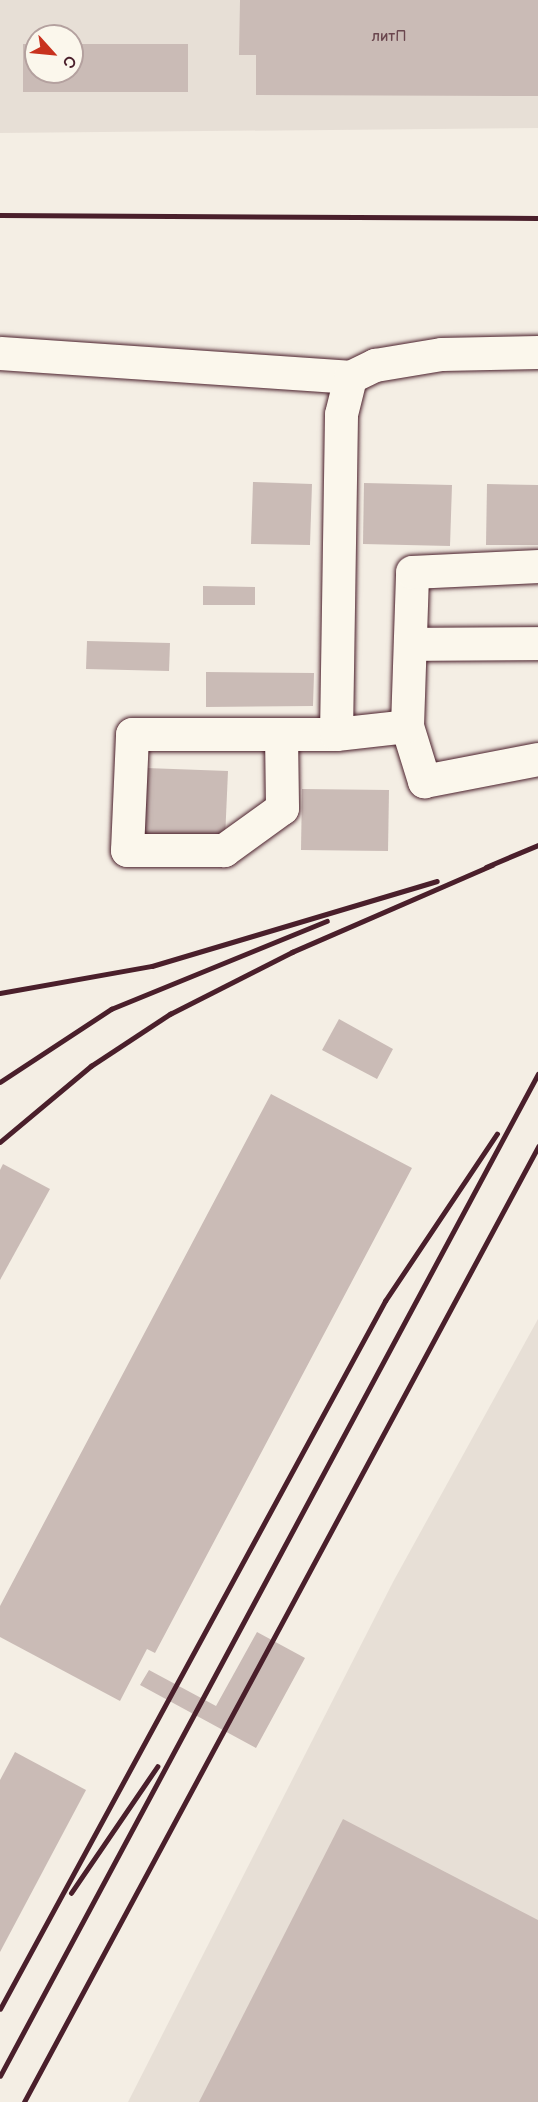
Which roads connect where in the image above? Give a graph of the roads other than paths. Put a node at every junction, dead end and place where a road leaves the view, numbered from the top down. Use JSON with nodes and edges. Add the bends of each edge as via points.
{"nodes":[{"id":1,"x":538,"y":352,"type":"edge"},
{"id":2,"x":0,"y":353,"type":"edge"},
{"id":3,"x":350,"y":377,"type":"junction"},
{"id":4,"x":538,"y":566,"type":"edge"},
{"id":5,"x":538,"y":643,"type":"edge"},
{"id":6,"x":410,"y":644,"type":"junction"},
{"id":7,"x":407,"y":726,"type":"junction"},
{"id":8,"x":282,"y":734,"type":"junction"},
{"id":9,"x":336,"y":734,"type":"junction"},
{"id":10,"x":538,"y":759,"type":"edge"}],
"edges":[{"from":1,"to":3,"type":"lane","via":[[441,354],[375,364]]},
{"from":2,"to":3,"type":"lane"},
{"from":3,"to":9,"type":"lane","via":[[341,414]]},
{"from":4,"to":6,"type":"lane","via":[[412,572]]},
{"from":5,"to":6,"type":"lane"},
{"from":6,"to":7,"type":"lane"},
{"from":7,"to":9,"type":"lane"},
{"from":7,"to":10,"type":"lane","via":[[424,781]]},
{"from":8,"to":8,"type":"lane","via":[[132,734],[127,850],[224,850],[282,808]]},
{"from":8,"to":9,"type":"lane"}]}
-=-=-
Exact copies of the entries above are needed, without their pictures.

## Answer to this exercise
Which roads connect where in the image above? Give a graph of the roads other than paths. Put a node at every junction, dead end and place where a road leaves the view, numbered from the top down. Use JSON with nodes and edges. Add the bends of each edge as via points.
{"nodes":[{"id":1,"x":538,"y":352,"type":"edge"},
{"id":2,"x":0,"y":353,"type":"edge"},
{"id":3,"x":350,"y":377,"type":"junction"},
{"id":4,"x":538,"y":566,"type":"edge"},
{"id":5,"x":538,"y":643,"type":"edge"},
{"id":6,"x":410,"y":644,"type":"junction"},
{"id":7,"x":407,"y":726,"type":"junction"},
{"id":8,"x":282,"y":734,"type":"junction"},
{"id":9,"x":336,"y":734,"type":"junction"},
{"id":10,"x":538,"y":759,"type":"edge"}],
"edges":[{"from":1,"to":3,"type":"lane","via":[[441,354],[375,364]]},
{"from":2,"to":3,"type":"lane"},
{"from":3,"to":9,"type":"lane","via":[[341,414]]},
{"from":4,"to":6,"type":"lane","via":[[412,572]]},
{"from":5,"to":6,"type":"lane"},
{"from":6,"to":7,"type":"lane"},
{"from":7,"to":9,"type":"lane"},
{"from":7,"to":10,"type":"lane","via":[[424,781]]},
{"from":8,"to":8,"type":"lane","via":[[132,734],[127,850],[224,850],[282,808]]},
{"from":8,"to":9,"type":"lane"}]}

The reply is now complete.